GIVEN RECORDS >>
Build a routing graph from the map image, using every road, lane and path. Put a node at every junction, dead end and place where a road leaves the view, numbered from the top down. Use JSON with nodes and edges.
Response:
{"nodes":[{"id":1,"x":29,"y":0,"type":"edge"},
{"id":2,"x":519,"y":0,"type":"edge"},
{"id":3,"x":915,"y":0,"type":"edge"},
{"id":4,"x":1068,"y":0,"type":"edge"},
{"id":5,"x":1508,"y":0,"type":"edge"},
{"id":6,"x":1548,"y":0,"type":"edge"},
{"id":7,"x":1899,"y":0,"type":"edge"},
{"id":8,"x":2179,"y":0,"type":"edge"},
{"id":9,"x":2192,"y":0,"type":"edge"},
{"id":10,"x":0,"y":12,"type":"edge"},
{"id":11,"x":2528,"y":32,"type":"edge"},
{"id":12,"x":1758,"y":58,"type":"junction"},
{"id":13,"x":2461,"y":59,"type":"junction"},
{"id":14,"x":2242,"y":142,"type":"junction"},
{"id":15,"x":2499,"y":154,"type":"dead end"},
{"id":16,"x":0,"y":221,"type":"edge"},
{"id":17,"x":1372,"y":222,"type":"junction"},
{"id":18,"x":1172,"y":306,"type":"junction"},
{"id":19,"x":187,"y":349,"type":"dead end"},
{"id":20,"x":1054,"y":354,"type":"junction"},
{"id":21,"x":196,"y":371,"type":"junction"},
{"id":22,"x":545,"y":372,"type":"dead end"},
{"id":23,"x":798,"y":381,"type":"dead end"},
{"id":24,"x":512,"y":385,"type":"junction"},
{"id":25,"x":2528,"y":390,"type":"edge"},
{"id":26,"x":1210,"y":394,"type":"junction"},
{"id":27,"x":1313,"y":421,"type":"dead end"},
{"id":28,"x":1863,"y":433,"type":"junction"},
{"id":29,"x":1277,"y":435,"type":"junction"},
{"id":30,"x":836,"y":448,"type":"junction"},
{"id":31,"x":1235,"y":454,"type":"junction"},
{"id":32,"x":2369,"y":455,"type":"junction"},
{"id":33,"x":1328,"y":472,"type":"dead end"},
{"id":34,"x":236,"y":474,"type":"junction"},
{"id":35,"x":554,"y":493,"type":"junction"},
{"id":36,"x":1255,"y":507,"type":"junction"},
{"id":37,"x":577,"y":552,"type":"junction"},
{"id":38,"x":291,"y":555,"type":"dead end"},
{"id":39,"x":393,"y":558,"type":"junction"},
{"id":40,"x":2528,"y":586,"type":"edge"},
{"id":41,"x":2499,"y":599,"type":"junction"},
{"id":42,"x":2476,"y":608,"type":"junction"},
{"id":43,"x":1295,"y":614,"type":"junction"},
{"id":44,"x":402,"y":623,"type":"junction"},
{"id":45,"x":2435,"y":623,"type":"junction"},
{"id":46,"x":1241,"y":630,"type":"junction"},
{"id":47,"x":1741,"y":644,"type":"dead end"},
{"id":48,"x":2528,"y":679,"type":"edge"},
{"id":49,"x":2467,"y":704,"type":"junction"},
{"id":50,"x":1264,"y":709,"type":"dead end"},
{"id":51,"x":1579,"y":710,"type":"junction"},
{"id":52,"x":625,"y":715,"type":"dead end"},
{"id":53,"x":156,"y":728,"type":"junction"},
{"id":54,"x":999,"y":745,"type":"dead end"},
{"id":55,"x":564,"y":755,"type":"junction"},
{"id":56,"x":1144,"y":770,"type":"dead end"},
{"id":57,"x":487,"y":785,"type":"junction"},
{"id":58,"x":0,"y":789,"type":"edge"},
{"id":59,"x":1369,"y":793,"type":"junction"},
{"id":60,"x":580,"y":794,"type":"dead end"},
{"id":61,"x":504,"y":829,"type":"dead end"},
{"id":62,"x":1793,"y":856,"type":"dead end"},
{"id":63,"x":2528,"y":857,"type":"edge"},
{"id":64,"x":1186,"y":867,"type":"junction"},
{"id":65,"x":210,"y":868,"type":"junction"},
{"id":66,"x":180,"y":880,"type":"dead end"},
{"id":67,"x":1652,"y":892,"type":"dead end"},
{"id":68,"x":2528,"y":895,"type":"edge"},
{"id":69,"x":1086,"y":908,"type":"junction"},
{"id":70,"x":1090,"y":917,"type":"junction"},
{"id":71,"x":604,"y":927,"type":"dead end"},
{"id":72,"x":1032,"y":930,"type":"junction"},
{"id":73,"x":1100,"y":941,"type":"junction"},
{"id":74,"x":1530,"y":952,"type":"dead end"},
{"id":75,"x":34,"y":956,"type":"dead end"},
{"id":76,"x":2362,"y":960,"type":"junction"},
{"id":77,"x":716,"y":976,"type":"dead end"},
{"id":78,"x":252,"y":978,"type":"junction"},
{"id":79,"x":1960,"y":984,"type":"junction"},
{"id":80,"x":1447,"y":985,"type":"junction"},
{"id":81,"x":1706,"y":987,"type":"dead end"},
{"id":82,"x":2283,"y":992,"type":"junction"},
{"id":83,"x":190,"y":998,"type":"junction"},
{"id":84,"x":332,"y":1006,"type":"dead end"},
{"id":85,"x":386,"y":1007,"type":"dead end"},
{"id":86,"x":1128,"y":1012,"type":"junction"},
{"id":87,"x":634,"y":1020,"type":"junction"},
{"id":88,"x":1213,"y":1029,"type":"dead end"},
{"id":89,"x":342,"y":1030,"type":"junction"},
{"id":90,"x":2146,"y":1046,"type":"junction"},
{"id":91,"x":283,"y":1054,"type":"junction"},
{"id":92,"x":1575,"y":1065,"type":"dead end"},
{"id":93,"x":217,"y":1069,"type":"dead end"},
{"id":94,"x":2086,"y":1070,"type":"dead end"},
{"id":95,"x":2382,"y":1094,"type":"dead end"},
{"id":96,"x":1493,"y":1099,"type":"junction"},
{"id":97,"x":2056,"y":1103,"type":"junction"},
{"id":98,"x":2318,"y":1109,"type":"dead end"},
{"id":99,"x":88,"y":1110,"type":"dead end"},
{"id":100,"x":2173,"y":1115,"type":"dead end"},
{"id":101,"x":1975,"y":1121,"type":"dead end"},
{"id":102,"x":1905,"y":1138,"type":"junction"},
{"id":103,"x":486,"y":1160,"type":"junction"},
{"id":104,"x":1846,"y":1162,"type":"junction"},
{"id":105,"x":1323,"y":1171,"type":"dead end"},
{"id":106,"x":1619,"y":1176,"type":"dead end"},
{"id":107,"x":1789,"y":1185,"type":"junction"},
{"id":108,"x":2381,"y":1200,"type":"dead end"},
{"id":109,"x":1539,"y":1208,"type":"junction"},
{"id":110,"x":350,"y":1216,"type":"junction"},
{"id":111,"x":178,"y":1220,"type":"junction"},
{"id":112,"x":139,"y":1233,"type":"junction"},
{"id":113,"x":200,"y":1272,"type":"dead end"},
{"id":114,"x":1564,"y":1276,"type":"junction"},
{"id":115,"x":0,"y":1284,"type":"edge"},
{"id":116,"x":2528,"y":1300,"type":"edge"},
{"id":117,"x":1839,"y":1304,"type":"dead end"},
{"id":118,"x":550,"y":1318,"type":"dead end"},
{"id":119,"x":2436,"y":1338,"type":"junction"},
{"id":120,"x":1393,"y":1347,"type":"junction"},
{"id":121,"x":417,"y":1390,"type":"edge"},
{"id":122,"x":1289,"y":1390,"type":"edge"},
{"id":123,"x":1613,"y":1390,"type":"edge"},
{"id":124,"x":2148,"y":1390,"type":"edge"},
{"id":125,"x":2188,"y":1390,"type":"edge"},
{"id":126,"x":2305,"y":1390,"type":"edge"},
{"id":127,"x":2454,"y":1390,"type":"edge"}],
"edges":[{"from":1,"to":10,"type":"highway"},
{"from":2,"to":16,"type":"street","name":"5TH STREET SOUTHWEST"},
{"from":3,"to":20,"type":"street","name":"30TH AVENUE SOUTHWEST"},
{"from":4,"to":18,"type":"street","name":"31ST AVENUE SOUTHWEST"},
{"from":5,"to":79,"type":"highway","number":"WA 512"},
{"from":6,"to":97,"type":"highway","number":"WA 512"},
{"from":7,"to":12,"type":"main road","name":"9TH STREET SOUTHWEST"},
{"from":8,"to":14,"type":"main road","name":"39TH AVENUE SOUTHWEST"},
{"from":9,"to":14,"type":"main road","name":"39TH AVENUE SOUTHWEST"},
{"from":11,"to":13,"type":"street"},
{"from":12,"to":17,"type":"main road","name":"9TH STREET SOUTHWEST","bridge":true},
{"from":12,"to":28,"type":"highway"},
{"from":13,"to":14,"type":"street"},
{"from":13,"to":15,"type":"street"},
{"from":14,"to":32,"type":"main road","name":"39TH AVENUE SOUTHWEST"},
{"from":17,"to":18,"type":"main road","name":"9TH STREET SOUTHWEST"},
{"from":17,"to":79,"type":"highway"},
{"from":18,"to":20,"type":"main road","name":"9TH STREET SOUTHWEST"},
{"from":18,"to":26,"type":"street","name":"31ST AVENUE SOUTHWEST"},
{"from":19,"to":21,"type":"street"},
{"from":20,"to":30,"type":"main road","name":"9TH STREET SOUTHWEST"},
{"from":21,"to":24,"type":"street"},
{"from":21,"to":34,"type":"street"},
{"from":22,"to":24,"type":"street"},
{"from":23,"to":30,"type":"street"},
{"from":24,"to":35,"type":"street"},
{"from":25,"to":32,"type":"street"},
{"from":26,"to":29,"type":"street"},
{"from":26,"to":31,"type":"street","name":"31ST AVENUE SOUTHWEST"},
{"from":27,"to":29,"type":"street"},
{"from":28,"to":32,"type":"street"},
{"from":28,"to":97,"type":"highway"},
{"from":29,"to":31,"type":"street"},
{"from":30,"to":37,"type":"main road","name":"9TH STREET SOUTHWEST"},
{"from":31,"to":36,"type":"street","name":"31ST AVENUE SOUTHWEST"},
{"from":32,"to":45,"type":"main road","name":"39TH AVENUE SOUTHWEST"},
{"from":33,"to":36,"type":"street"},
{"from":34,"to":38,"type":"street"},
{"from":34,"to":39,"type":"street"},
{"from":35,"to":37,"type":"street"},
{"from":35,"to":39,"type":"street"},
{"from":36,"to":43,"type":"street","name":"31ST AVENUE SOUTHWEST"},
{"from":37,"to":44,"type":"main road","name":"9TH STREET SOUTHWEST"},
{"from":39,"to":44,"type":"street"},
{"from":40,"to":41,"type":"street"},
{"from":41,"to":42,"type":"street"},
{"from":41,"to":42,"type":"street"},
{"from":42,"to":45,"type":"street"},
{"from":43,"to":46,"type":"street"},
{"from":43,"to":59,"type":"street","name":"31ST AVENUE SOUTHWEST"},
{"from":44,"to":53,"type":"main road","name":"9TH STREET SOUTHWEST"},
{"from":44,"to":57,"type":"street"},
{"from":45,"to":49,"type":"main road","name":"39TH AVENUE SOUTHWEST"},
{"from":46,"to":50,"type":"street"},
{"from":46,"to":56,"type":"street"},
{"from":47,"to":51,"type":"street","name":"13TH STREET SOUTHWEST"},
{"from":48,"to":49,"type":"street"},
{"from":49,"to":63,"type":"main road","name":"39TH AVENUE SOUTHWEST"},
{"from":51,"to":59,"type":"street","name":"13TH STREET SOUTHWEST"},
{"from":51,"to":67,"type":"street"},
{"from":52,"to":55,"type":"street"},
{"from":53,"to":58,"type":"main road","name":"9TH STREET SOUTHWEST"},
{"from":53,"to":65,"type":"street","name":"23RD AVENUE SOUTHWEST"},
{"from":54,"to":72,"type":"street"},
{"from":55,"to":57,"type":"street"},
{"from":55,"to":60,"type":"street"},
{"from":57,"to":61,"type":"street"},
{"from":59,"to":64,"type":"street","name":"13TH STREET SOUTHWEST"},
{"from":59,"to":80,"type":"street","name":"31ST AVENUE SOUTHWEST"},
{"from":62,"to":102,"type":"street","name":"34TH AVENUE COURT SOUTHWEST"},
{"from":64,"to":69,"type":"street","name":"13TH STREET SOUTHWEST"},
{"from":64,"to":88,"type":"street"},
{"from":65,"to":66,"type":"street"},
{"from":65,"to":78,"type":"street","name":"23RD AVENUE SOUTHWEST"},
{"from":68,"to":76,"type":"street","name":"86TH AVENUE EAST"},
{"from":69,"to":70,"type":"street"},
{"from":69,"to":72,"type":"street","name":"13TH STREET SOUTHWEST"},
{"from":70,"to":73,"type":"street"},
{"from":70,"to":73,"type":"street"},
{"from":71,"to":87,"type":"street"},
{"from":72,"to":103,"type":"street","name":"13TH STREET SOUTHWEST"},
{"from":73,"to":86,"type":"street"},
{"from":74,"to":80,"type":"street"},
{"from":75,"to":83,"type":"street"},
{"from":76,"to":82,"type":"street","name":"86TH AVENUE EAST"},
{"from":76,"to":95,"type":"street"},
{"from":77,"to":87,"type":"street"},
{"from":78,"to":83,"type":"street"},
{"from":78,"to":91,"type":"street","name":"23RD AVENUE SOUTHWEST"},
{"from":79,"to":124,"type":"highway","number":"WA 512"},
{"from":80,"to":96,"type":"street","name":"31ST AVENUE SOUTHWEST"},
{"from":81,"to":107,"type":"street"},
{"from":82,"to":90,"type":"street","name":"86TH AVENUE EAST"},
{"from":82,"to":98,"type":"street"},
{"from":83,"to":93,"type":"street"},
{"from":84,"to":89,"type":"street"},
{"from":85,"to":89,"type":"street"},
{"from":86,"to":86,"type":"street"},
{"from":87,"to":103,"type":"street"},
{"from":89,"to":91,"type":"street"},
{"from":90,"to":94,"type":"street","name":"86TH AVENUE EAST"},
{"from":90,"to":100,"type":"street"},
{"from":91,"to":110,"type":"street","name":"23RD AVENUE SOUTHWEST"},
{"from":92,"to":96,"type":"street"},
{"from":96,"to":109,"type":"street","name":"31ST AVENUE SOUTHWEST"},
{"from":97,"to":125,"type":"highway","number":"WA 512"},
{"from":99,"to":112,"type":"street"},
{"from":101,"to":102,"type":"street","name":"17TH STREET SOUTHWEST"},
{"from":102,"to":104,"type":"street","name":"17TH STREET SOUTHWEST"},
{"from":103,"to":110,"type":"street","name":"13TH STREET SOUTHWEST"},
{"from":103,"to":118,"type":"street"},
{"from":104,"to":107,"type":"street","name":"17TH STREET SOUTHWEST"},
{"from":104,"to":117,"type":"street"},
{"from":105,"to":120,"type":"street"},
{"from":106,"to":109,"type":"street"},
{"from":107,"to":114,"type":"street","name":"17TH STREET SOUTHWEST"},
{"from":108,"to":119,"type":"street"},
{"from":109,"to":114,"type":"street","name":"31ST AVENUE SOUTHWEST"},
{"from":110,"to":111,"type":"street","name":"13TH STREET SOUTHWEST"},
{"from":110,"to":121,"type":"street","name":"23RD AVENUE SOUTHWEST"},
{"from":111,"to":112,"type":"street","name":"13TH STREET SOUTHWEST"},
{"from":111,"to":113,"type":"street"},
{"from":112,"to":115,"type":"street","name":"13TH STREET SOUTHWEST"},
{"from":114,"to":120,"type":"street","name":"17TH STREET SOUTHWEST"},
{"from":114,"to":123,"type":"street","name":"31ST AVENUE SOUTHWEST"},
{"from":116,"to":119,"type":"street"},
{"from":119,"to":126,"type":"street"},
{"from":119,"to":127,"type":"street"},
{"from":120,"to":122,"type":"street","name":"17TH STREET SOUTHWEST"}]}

...

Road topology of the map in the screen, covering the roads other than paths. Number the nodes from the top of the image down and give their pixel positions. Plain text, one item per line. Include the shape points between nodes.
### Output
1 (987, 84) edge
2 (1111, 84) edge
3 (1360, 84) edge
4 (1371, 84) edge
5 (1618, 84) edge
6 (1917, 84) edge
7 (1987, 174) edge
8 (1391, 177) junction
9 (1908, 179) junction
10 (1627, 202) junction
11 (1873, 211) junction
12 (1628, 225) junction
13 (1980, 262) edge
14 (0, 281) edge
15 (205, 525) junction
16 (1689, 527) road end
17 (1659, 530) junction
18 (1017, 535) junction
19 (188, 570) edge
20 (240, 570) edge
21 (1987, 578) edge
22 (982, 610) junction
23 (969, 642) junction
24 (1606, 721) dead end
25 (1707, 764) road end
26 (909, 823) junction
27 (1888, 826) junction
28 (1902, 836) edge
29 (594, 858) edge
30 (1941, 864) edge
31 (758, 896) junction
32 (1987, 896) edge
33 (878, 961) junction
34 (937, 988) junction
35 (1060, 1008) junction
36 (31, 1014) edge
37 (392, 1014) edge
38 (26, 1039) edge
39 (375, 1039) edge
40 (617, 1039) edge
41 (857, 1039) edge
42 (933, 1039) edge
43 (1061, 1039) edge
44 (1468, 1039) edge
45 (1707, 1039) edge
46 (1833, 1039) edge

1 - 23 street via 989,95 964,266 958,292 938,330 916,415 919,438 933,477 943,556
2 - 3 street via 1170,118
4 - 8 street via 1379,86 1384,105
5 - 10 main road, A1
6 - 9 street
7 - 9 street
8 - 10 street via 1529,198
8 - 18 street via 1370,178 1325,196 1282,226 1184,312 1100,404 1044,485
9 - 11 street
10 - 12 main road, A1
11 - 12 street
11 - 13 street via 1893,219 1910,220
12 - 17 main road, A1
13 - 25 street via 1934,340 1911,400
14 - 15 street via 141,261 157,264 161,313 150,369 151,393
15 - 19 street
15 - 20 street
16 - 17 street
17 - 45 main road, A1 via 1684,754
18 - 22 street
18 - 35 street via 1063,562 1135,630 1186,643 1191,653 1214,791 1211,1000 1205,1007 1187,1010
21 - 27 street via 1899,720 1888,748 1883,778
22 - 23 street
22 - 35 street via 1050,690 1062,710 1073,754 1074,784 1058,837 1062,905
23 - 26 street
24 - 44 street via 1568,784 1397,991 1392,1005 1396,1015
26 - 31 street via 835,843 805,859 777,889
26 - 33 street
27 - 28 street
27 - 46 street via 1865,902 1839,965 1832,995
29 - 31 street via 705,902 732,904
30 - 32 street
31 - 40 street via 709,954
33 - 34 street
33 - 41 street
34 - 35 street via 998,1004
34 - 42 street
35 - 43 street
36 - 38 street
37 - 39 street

WHAT TO PRODUCE >> In the entries above, count each line that includes "highway" and report the total with no other text.

YOUR SOLUTION >> 8